A proton moves in a constant electric field E from A to pointB. The magnitude of the elctric field is 4.2x10^4 n/c; Thedirection opposie to that of the proton. If the distance from pointA to point B is 0.18m, what is the change in the proton's electricpotential energy, EPEA-EPEB?

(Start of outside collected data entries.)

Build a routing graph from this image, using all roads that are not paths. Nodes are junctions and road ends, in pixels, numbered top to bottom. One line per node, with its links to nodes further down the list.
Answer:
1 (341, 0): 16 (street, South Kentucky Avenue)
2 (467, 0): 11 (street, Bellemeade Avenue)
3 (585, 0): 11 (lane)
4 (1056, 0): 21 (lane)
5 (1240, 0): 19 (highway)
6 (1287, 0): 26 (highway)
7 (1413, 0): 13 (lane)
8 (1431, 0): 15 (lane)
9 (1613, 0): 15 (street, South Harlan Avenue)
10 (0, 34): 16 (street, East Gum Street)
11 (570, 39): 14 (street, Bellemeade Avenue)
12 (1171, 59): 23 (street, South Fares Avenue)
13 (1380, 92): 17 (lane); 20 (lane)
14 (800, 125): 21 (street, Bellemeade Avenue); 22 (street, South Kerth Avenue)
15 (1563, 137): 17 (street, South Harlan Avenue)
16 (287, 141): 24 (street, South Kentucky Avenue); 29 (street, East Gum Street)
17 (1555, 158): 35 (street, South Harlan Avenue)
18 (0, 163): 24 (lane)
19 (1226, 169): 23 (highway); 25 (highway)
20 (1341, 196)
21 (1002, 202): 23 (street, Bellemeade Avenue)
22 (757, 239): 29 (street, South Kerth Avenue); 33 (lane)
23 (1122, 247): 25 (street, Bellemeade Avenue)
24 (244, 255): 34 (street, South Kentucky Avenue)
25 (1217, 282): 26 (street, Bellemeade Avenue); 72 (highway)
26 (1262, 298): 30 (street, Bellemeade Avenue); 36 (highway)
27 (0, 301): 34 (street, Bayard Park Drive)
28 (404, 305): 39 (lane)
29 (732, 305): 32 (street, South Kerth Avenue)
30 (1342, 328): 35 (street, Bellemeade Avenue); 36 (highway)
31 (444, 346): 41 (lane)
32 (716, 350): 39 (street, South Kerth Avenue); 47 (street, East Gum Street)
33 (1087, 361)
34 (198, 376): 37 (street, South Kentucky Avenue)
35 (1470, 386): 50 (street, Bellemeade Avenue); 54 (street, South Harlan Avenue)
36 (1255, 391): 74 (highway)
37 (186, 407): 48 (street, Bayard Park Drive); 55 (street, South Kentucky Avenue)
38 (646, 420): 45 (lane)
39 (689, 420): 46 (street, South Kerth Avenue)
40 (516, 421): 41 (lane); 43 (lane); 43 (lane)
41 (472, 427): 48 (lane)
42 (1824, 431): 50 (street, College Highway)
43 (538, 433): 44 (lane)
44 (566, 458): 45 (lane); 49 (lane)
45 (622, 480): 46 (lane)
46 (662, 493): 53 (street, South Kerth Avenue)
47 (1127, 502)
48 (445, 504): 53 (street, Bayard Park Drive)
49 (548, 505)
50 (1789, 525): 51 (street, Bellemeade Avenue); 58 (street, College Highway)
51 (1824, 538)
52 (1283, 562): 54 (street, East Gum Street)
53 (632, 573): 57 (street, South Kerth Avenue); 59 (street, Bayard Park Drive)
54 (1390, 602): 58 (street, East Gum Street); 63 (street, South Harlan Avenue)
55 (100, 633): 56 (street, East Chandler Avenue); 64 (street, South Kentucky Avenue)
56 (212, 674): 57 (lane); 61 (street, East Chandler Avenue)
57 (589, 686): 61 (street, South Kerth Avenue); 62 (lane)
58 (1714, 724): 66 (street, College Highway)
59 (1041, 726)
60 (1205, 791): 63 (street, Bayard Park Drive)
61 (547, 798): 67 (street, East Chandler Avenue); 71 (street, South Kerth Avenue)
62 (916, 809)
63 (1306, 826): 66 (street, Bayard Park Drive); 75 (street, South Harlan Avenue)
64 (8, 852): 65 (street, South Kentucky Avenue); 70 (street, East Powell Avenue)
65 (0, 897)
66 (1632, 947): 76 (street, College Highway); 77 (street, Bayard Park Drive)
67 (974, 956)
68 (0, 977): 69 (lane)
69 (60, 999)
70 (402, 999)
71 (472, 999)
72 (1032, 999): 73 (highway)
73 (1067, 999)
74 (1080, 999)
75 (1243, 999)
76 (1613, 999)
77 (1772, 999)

Force (retarding) is F = Q E = 1.6*10^-19 * 4.2*10^4 Newtons
It is losing kinetic energy and gaining potential energy
Work = F d = F * .18 Joules
To calculate the change in the proton's electric potential energy between points A and B, we can use the formula:
ΔEPE = q * ΔV
Where:
ΔEPE is the change in electric potential energy
q is the charge of the proton
ΔV is the change in electric potential
Since we know the magnitude of the electric field E and the distance d between points A and B, we can first calculate the change in electric potential ΔV using the formula:
ΔV = -Ed
Where:
E is the magnitude of the electric field
d is the distance between the points A and B
Substituting the given values:
E = 4.2 × 10^4 N/C
d = 0.18 m
Now we can calculate ΔV:
ΔV = - (4.2 × 10^4 N/C) * (0.18 m)
Next, to find the change in electric potential energy ΔEPE, we need to know the charge of the proton. The charge of a proton is +1.6 × 10^-19 coulombs.
Substituting the values:
q = +1.6 × 10^-19 C
Finally, we can calculate ΔEPE:
ΔEPE = (1.6 × 10^-19 C) * [ΔV calculated earlier]
By performing the calculation, you can find the change in the proton's electric potential energy between points A and B.